In Unison

In my world, a calm approach is sometimes the wrong approach.

I was thankful Wednesday for the humbling sting of events prior to my car breaking down. It sometimes seems like when it rains it pours, as the saying goes. Several setbacks were a subtle setup for Wednesday morning’s much needed walk in the fresh air. Before heading into work, I took a stroll around the neighborhoods that surround.

Spring is in full swing here. The crisp mornings are full of sunshine and life. It was nice to take in the gifts of nature as I walked along.

I made my way into the hum of the familiar: work. Different personalities, differing situations and the ever-changing tasks at hand. I remember being disappointed, as I had to spend the next several hours indoors. But, that’s the price we pay for the things we desire. Hours had passed before I became super busy, trying to get a large amount of tasks crammed into our, “COVID-19 schedule,” which translates to no overtime with no exceptions. I try not to reveal everything about my personal life, so let me just say that my job can go from a light, physical workload to a heavy one in a flash. That afternoon, it became the latter.

I sometimes receive help with the loads, but that afternoon when needing help, no one was available. Since I was running around like crazy, and since I was observing others walking around and talking, I was quickly becoming agitated. It has been and ongoing trend for others to work at a steady pace, no matter what we have to get done. What doesn’t get done by the end of the day, two supervisors, whom are paid salary opposed to hourly workers including myself, have to finish out the tasks at hand. Knowing they sometimes work several hours after everyone else has gone home, I was not happy with the performance of my co-workers as they abused the time allotted. Milking the clock–moving slowly and avoiding what they knew had to be done.

Long story short, I blew up.

I’m a nice guy, but the pressure can only build for so long. After watching the lax actions of others that day, as well as days prior, I ended up in the office with my direct supervisor and our manager. Just minutes prior, my boss and I were screaming at each other about the unorganized and poor work ethics of our staff. I couldn’t take anymore. The pressure built to the point of explosion.

We worked everything out, and some much needed changes were made. It’s just unfortunate that screaming, opposed to the calm, repetitive mention of the issues in the past, was what it took to get anything done.

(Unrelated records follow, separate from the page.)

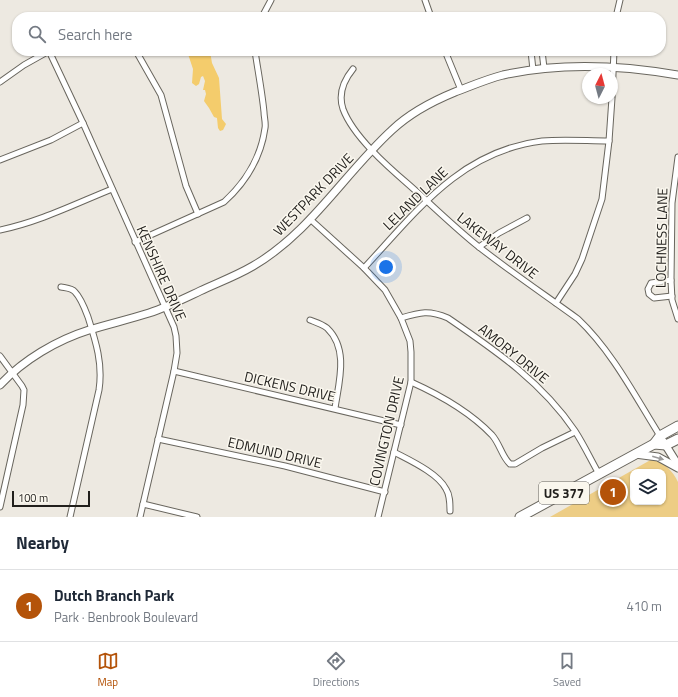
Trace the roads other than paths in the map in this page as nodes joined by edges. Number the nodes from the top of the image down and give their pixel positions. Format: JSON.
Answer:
{"nodes":[{"id":1,"x":271,"y":0,"type":"edge"},
{"id":2,"x":425,"y":0,"type":"edge"},
{"id":3,"x":620,"y":0,"type":"edge"},
{"id":4,"x":265,"y":12,"type":"edge"},
{"id":5,"x":429,"y":12,"type":"edge"},
{"id":6,"x":617,"y":12,"type":"edge"},
{"id":7,"x":40,"y":56,"type":"edge"},
{"id":8,"x":51,"y":56,"type":"edge"},
{"id":9,"x":139,"y":56,"type":"edge"},
{"id":10,"x":256,"y":56,"type":"edge"},
{"id":11,"x":447,"y":56,"type":"edge"},
{"id":12,"x":532,"y":56,"type":"edge"},
{"id":13,"x":543,"y":56,"type":"edge"},
{"id":14,"x":614,"y":56,"type":"edge"},
{"id":15,"x":544,"y":68,"type":"junction"},
{"id":16,"x":614,"y":68,"type":"joint"},
{"id":17,"x":618,"y":68,"type":"edge"},
{"id":18,"x":353,"y":69,"type":"dead end"},
{"id":19,"x":533,"y":70,"type":"junction"},
{"id":20,"x":678,"y":75,"type":"edge"},
{"id":21,"x":0,"y":82,"type":"edge"},
{"id":22,"x":461,"y":90,"type":"junction"},
{"id":23,"x":612,"y":104,"type":"edge"},
{"id":24,"x":83,"y":123,"type":"junction"},
{"id":25,"x":609,"y":141,"type":"junction"},
{"id":26,"x":372,"y":150,"type":"junction"},
{"id":27,"x":678,"y":157,"type":"edge"},
{"id":28,"x":0,"y":160,"type":"edge"},
{"id":29,"x":112,"y":189,"type":"junction"},
{"id":30,"x":426,"y":200,"type":"junction"},
{"id":31,"x":198,"y":214,"type":"junction"},
{"id":32,"x":527,"y":218,"type":"dead end"},
{"id":33,"x":310,"y":219,"type":"junction"},
{"id":34,"x":0,"y":230,"type":"edge"},
{"id":35,"x":135,"y":242,"type":"junction"},
{"id":36,"x":479,"y":247,"type":"junction"},
{"id":37,"x":364,"y":268,"type":"junction"},
{"id":38,"x":671,"y":280,"type":"junction"},
{"id":39,"x":61,"y":287,"type":"dead end"},
{"id":40,"x":672,"y":296,"type":"junction"},
{"id":41,"x":556,"y":303,"type":"junction"},
{"id":42,"x":165,"y":307,"type":"junction"},
{"id":43,"x":402,"y":318,"type":"junction"},
{"id":44,"x":678,"y":319,"type":"edge"},
{"id":45,"x":310,"y":320,"type":"dead end"},
{"id":46,"x":92,"y":329,"type":"junction"},
{"id":47,"x":0,"y":356,"type":"edge"},
{"id":48,"x":174,"y":370,"type":"junction"},
{"id":49,"x":13,"y":372,"type":"junction"},
{"id":50,"x":411,"y":382,"type":"junction"},
{"id":51,"x":0,"y":385,"type":"edge"},
{"id":52,"x":335,"y":408,"type":"junction"},
{"id":53,"x":401,"y":425,"type":"junction"},
{"id":54,"x":678,"y":426,"type":"edge"},
{"id":55,"x":575,"y":432,"type":"junction"},
{"id":56,"x":660,"y":436,"type":"junction"},
{"id":57,"x":158,"y":439,"type":"junction"},
{"id":58,"x":678,"y":439,"type":"edge"},
{"id":59,"x":654,"y":444,"type":"junction"},
{"id":60,"x":666,"y":445,"type":"junction"},
{"id":61,"x":394,"y":452,"type":"junction"},
{"id":62,"x":635,"y":454,"type":"junction"},
{"id":63,"x":678,"y":465,"type":"edge"},
{"id":64,"x":678,"y":468,"type":"edge"},
{"id":65,"x":599,"y":474,"type":"junction"},
{"id":66,"x":385,"y":492,"type":"junction"},
{"id":67,"x":143,"y":504,"type":"junction"},
{"id":68,"x":0,"y":507,"type":"edge"},
{"id":69,"x":450,"y":510,"type":"dead end"},
{"id":70,"x":70,"y":517,"type":"edge"},
{"id":71,"x":140,"y":517,"type":"edge"},
{"id":72,"x":197,"y":517,"type":"edge"},
{"id":73,"x":378,"y":517,"type":"edge"},
{"id":74,"x":520,"y":517,"type":"edge"}],
"edges":[{"from":1,"to":4,"type":"street"},
{"from":2,"to":5,"type":"street"},
{"from":3,"to":6,"type":"street"},
{"from":7,"to":21,"type":"street"},
{"from":8,"to":24,"type":"street","name":"KENSHIRE DRIVE"},
{"from":9,"to":31,"type":"street"},
{"from":10,"to":31,"type":"street"},
{"from":11,"to":22,"type":"street"},
{"from":12,"to":19,"type":"street"},
{"from":13,"to":15,"type":"street"},
{"from":14,"to":16,"type":"street"},
{"from":15,"to":16,"type":"street","name":"WESTPARK DRIVE"},
{"from":15,"to":19,"type":"street","name":"WESTPARK DRIVE"},
{"from":17,"to":20,"type":"street","name":"WESTPARK DRIVE"},
{"from":18,"to":26,"type":"street","name":"LAKEWAY DRIVE"},
{"from":19,"to":22,"type":"street","name":"WESTPARK DRIVE"},
{"from":22,"to":26,"type":"street","name":"WESTPARK DRIVE"},
{"from":23,"to":25,"type":"street"},
{"from":24,"to":28,"type":"street"},
{"from":24,"to":29,"type":"street","name":"KENSHIRE DRIVE"},
{"from":25,"to":30,"type":"street","name":"LELAND LANE"},
{"from":25,"to":41,"type":"street"},
{"from":26,"to":30,"type":"street","name":"LAKEWAY DRIVE"},
{"from":26,"to":33,"type":"street","name":"WESTPARK DRIVE"},
{"from":27,"to":38,"type":"street","name":"LOCHNESS LANE"},
{"from":29,"to":34,"type":"street"},
{"from":29,"to":35,"type":"street","name":"KENSHIRE DRIVE"},
{"from":30,"to":36,"type":"street","name":"LAKEWAY DRIVE"},
{"from":30,"to":37,"type":"street","name":"LELAND LANE"},
{"from":31,"to":35,"type":"street"},
{"from":32,"to":36,"type":"street"},
{"from":33,"to":37,"type":"street","name":"COVINGTON DRIVE"},
{"from":33,"to":42,"type":"street","name":"WESTPARK DRIVE"},
{"from":35,"to":42,"type":"street","name":"KENSHIRE DRIVE"},
{"from":36,"to":41,"type":"street","name":"LAKEWAY DRIVE"},
{"from":37,"to":43,"type":"street","name":"COVINGTON DRIVE"},
{"from":38,"to":40,"type":"street","name":"LOCHNESS LANE"},
{"from":38,"to":40,"type":"street"},
{"from":39,"to":46,"type":"street"},
{"from":40,"to":44,"type":"street","name":"LOCHNESS LANE"},
{"from":41,"to":56,"type":"street","name":"LAKEWAY DRIVE"},
{"from":42,"to":46,"type":"street","name":"WESTPARK DRIVE"},
{"from":42,"to":48,"type":"street","name":"KENSHIRE DRIVE"},
{"from":43,"to":50,"type":"street","name":"COVINGTON DRIVE"},
{"from":43,"to":55,"type":"street","name":"AMORY DRIVE"},
{"from":45,"to":52,"type":"street"},
{"from":46,"to":49,"type":"street","name":"WESTPARK DRIVE"},
{"from":46,"to":70,"type":"street"},
{"from":47,"to":49,"type":"street"},
{"from":48,"to":52,"type":"street","name":"DICKENS DRIVE"},
{"from":48,"to":57,"type":"street","name":"KENSHIRE DRIVE"},
{"from":49,"to":51,"type":"street","name":"WESTPARK DRIVE"},
{"from":49,"to":68,"type":"street"},
{"from":50,"to":53,"type":"street","name":"COVINGTON DRIVE"},
{"from":50,"to":55,"type":"street"},
{"from":52,"to":53,"type":"street","name":"DICKENS DRIVE"},
{"from":53,"to":61,"type":"street","name":"COVINGTON DRIVE"},
{"from":54,"to":56,"type":"highway","number":"US 377"},
{"from":55,"to":65,"type":"street","name":"AMORY DRIVE"},
{"from":56,"to":59,"type":"highway","number":"US 377"},
{"from":56,"to":60,"type":"street"},
{"from":57,"to":66,"type":"street","name":"EDMUND DRIVE"},
{"from":57,"to":67,"type":"street","name":"KENSHIRE DRIVE"},
{"from":58,"to":60,"type":"highway"},
{"from":59,"to":60,"type":"highway"},
{"from":59,"to":62,"type":"highway","number":"US 377"},
{"from":60,"to":63,"type":"street"},
{"from":61,"to":66,"type":"street","name":"COVINGTON DRIVE"},
{"from":61,"to":69,"type":"street"},
{"from":62,"to":64,"type":"street","one_way":true},
{"from":62,"to":65,"type":"highway","number":"US 377"},
{"from":65,"to":74,"type":"highway","number":"US 377"},
{"from":66,"to":73,"type":"street","name":"COVINGTON DRIVE"},
{"from":67,"to":71,"type":"street","name":"KENSHIRE DRIVE"},
{"from":67,"to":72,"type":"street"}]}
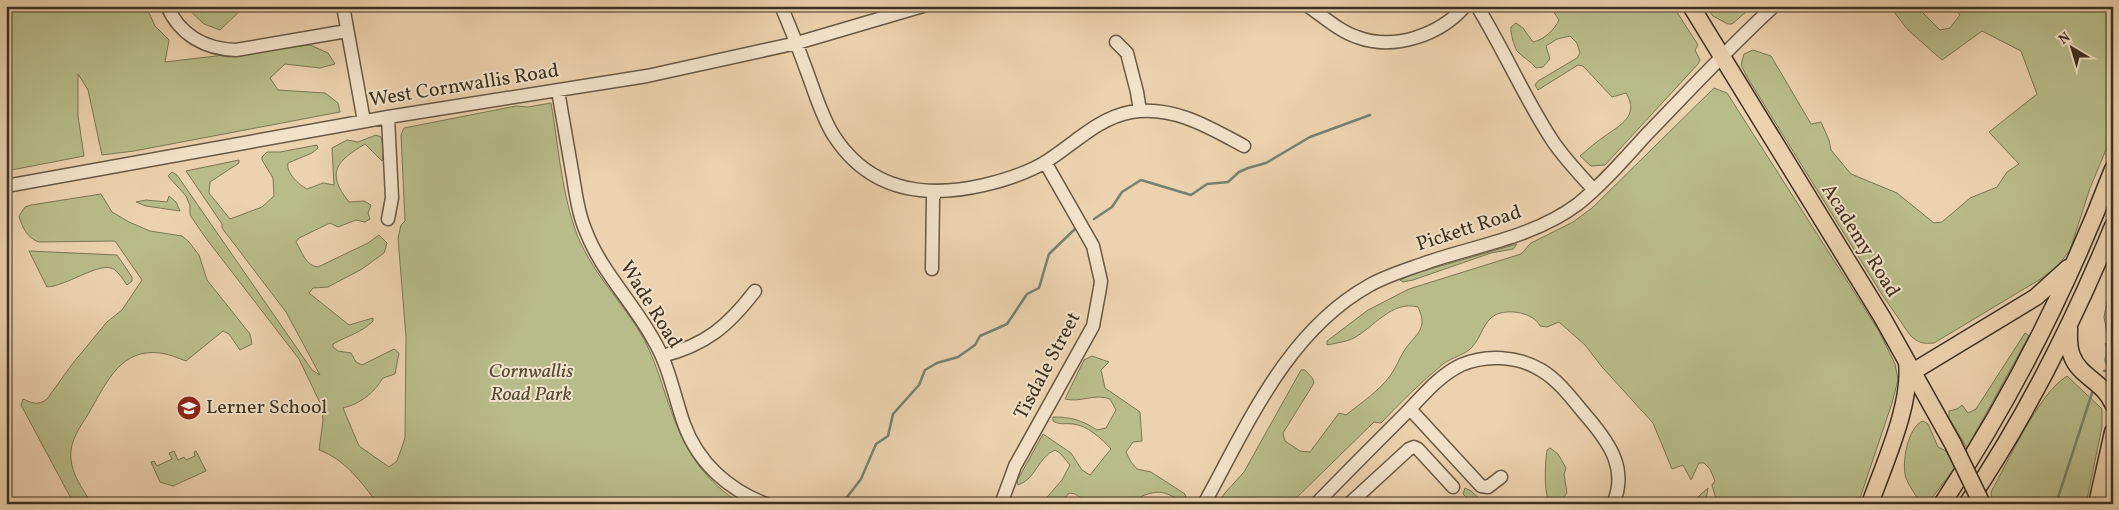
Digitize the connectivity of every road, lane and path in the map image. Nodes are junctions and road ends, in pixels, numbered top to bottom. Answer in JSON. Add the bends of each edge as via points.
{"nodes":[{"id":1,"x":167,"y":6,"type":"edge"},
{"id":2,"x":343,"y":6,"type":"edge"},
{"id":3,"x":782,"y":6,"type":"edge"},
{"id":4,"x":923,"y":6,"type":"edge"},
{"id":5,"x":1308,"y":6,"type":"edge"},
{"id":6,"x":1465,"y":6,"type":"edge"},
{"id":7,"x":1477,"y":6,"type":"edge"},
{"id":8,"x":1690,"y":6,"type":"edge"},
{"id":9,"x":1774,"y":6,"type":"edge"},
{"id":10,"x":347,"y":31,"type":"junction"},
{"id":11,"x":1116,"y":42,"type":"dead end"},
{"id":12,"x":797,"y":43,"type":"junction"},
{"id":13,"x":1721,"y":56,"type":"junction"},
{"id":14,"x":558,"y":91,"type":"junction"},
{"id":15,"x":1140,"y":111,"type":"junction"},
{"id":16,"x":388,"y":117,"type":"junction"},
{"id":17,"x":364,"y":121,"type":"junction"},
{"id":18,"x":1244,"y":146,"type":"dead end"},
{"id":19,"x":1045,"y":162,"type":"junction"},
{"id":20,"x":2113,"y":169,"type":"edge"},
{"id":21,"x":6,"y":186,"type":"edge"},
{"id":22,"x":1594,"y":190,"type":"junction"},
{"id":23,"x":936,"y":192,"type":"junction"},
{"id":24,"x":388,"y":219,"type":"dead end"},
{"id":25,"x":2113,"y":226,"type":"edge"},
{"id":26,"x":2079,"y":255,"type":"junction"},
{"id":27,"x":932,"y":269,"type":"dead end"},
{"id":28,"x":755,"y":291,"type":"dead end"},
{"id":29,"x":2069,"y":326,"type":"junction"},
{"id":30,"x":662,"y":356,"type":"junction"},
{"id":31,"x":1910,"y":365,"type":"junction"},
{"id":32,"x":2113,"y":404,"type":"edge"},
{"id":33,"x":1933,"y":407,"type":"junction"},
{"id":34,"x":1410,"y":409,"type":"junction"},
{"id":35,"x":1900,"y":416,"type":"junction"},
{"id":36,"x":2113,"y":432,"type":"edge"},
{"id":37,"x":1502,"y":477,"type":"dead end"},
{"id":38,"x":1453,"y":487,"type":"dead end"},
{"id":39,"x":766,"y":504,"type":"edge"},
{"id":40,"x":1001,"y":504,"type":"edge"},
{"id":41,"x":1204,"y":504,"type":"edge"},
{"id":42,"x":1316,"y":504,"type":"edge"},
{"id":43,"x":1348,"y":504,"type":"edge"},
{"id":44,"x":1613,"y":504,"type":"edge"},
{"id":45,"x":1870,"y":504,"type":"edge"},
{"id":46,"x":1942,"y":504,"type":"edge"},
{"id":47,"x":1967,"y":504,"type":"edge"},
{"id":48,"x":1982,"y":504,"type":"edge"},
{"id":49,"x":2097,"y":504,"type":"edge"}],
"edges":[{"from":1,"to":10,"type":"street","via":[[173,18],[190,36],[200,43],[224,50]]},
{"from":2,"to":10,"type":"street"},
{"from":3,"to":12,"type":"street"},
{"from":4,"to":12,"type":"street","name":"West Cornwallis Road"},
{"from":5,"to":6,"type":"street","via":[[1339,29],[1355,37],[1378,42],[1406,40],[1428,32],[1448,22]]},
{"from":7,"to":22,"type":"street","via":[[1553,142]]},
{"from":8,"to":13,"type":"main road","name":"Academy Road"},
{"from":9,"to":13,"type":"street","name":"Pickett Road"},
{"from":10,"to":17,"type":"street"},
{"from":11,"to":15,"type":"street","via":[[1127,54]]},
{"from":12,"to":14,"type":"street","name":"West Cornwallis Road"},
{"from":12,"to":23,"type":"street","via":[[828,125],[850,157],[871,174],[892,184]]},
{"from":13,"to":22,"type":"street","name":"Pickett Road"},
{"from":13,"to":31,"type":"main road","name":"Academy Road"},
{"from":14,"to":16,"type":"street","name":"West Cornwallis Road"},
{"from":14,"to":30,"type":"street","name":"Wade Road","via":[[584,228],[601,261],[642,320]]},
{"from":15,"to":18,"type":"street","via":[[1193,119]]},
{"from":15,"to":19,"type":"street","via":[[1123,114],[1094,128]]},
{"from":16,"to":17,"type":"street","name":"West Cornwallis Road"},
{"from":16,"to":24,"type":"street","via":[[392,198]]},
{"from":17,"to":21,"type":"street","name":"West Cornwallis Road"},
{"from":19,"to":23,"type":"street","via":[[998,182]]},
{"from":19,"to":40,"type":"street","name":"Tisdale Street","via":[[1093,246],[1101,281],[1093,326],[1015,466]]},
{"from":20,"to":26,"type":"main road"},
{"from":22,"to":41,"type":"street","name":"Pickett Road","via":[[1565,212],[1537,226],[1395,274],[1368,286],[1331,312],[1305,338],[1274,379]]},
{"from":23,"to":27,"type":"street","via":[[933,198]]},
{"from":25,"to":29,"type":"main road"},
{"from":26,"to":31,"type":"main road","via":[[2036,296]]},
{"from":26,"to":46,"type":"main road","via":[[2026,365],[1990,430]]},
{"from":28,"to":30,"type":"street","via":[[718,331],[704,340]]},
{"from":29,"to":32,"type":"main road","via":[[2074,361],[2101,386]]},
{"from":29,"to":47,"type":"main road","via":[[2016,426]]},
{"from":30,"to":39,"type":"street","name":"Wade Road","via":[[685,426],[702,457],[723,480]]},
{"from":31,"to":33,"type":"main road","name":"Academy Road"},
{"from":31,"to":35,"type":"main road"},
{"from":33,"to":35,"type":"main road","via":[[1916,404]]},
{"from":33,"to":48,"type":"main road","name":"Academy Road","bridge":true},
{"from":34,"to":37,"type":"street","via":[[1481,486],[1488,488]]},
{"from":34,"to":42,"type":"street"},
{"from":34,"to":44,"type":"street","via":[[1435,383],[1455,368],[1470,362],[1494,358],[1534,366],[1559,383],[1611,448],[1619,475]]},
{"from":35,"to":45,"type":"main road"},
{"from":36,"to":49,"type":"main road"},
{"from":38,"to":43,"type":"street","via":[[1414,447]]}]}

My walk through the neighborhood while observing the inescapable strings of unfortunate events that creep up on us all (and usually at the worst possible times) was nice while it lasted. The joys of peace are fleeting in a busy world. Bringing peace along for the ride is sometimes a passive trait that does not work. Sometimes, I just have to sink my teeth in in order to get something productive done. I suppose the yelling, cussing and animated flailing wasn’t necessary, but the frustration was. It changed the whole approach of how we operate into a more productive one.